__WHAT YOU NEED TO DO__. Without omitting anything, retype the data that follows.

__MATERIAL PROVIDED__.
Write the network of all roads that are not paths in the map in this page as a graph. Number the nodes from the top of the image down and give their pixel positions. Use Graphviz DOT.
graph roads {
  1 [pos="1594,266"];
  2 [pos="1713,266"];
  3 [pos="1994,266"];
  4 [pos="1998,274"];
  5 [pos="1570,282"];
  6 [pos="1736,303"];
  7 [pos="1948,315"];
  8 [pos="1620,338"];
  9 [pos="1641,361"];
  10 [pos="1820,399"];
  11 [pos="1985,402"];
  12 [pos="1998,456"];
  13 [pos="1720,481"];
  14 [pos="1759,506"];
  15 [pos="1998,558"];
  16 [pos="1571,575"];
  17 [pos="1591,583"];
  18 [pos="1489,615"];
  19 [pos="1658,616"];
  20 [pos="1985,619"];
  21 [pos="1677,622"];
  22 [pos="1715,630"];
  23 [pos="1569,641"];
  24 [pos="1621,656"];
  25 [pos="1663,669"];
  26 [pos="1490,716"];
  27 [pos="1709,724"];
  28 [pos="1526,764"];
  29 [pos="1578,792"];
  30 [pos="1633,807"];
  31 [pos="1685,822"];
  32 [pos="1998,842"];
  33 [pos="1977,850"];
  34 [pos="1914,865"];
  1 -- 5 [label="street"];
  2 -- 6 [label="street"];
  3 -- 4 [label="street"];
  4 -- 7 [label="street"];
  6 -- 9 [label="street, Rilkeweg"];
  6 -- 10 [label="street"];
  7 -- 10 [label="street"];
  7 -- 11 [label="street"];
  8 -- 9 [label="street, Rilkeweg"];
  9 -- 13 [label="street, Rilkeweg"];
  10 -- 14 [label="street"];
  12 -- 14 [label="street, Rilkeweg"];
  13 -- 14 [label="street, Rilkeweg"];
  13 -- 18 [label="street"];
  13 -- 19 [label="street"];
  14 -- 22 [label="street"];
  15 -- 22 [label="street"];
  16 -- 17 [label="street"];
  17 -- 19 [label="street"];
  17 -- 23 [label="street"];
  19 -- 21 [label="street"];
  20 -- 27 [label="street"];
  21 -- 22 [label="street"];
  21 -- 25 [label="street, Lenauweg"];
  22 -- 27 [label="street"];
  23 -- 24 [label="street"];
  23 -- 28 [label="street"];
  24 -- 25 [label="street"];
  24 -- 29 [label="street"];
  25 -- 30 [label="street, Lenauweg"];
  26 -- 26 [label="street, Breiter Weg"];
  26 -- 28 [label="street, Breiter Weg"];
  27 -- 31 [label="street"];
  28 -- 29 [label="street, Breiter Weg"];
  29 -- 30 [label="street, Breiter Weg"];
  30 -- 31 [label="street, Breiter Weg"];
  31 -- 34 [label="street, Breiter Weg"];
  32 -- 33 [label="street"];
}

__EXPECTED ANSWER__.
Write the network of all roads that are not paths in the map in this page as a graph. Number the nodes from the top of the image down and give their pixel positions. Use Graphviz DOT.
graph roads {
  1 [pos="1594,266"];
  2 [pos="1713,266"];
  3 [pos="1994,266"];
  4 [pos="1998,274"];
  5 [pos="1570,282"];
  6 [pos="1736,303"];
  7 [pos="1948,315"];
  8 [pos="1620,338"];
  9 [pos="1641,361"];
  10 [pos="1820,399"];
  11 [pos="1985,402"];
  12 [pos="1998,456"];
  13 [pos="1720,481"];
  14 [pos="1759,506"];
  15 [pos="1998,558"];
  16 [pos="1571,575"];
  17 [pos="1591,583"];
  18 [pos="1489,615"];
  19 [pos="1658,616"];
  20 [pos="1985,619"];
  21 [pos="1677,622"];
  22 [pos="1715,630"];
  23 [pos="1569,641"];
  24 [pos="1621,656"];
  25 [pos="1663,669"];
  26 [pos="1490,716"];
  27 [pos="1709,724"];
  28 [pos="1526,764"];
  29 [pos="1578,792"];
  30 [pos="1633,807"];
  31 [pos="1685,822"];
  32 [pos="1998,842"];
  33 [pos="1977,850"];
  34 [pos="1914,865"];
  1 -- 5 [label="street"];
  2 -- 6 [label="street"];
  3 -- 4 [label="street"];
  4 -- 7 [label="street"];
  6 -- 9 [label="street, Rilkeweg"];
  6 -- 10 [label="street"];
  7 -- 10 [label="street"];
  7 -- 11 [label="street"];
  8 -- 9 [label="street, Rilkeweg"];
  9 -- 13 [label="street, Rilkeweg"];
  10 -- 14 [label="street"];
  12 -- 14 [label="street, Rilkeweg"];
  13 -- 14 [label="street, Rilkeweg"];
  13 -- 18 [label="street"];
  13 -- 19 [label="street"];
  14 -- 22 [label="street"];
  15 -- 22 [label="street"];
  16 -- 17 [label="street"];
  17 -- 19 [label="street"];
  17 -- 23 [label="street"];
  19 -- 21 [label="street"];
  20 -- 27 [label="street"];
  21 -- 22 [label="street"];
  21 -- 25 [label="street, Lenauweg"];
  22 -- 27 [label="street"];
  23 -- 24 [label="street"];
  23 -- 28 [label="street"];
  24 -- 25 [label="street"];
  24 -- 29 [label="street"];
  25 -- 30 [label="street, Lenauweg"];
  26 -- 26 [label="street, Breiter Weg"];
  26 -- 28 [label="street, Breiter Weg"];
  27 -- 31 [label="street"];
  28 -- 29 [label="street, Breiter Weg"];
  29 -- 30 [label="street, Breiter Weg"];
  30 -- 31 [label="street, Breiter Weg"];
  31 -- 34 [label="street, Breiter Weg"];
  32 -- 33 [label="street"];
}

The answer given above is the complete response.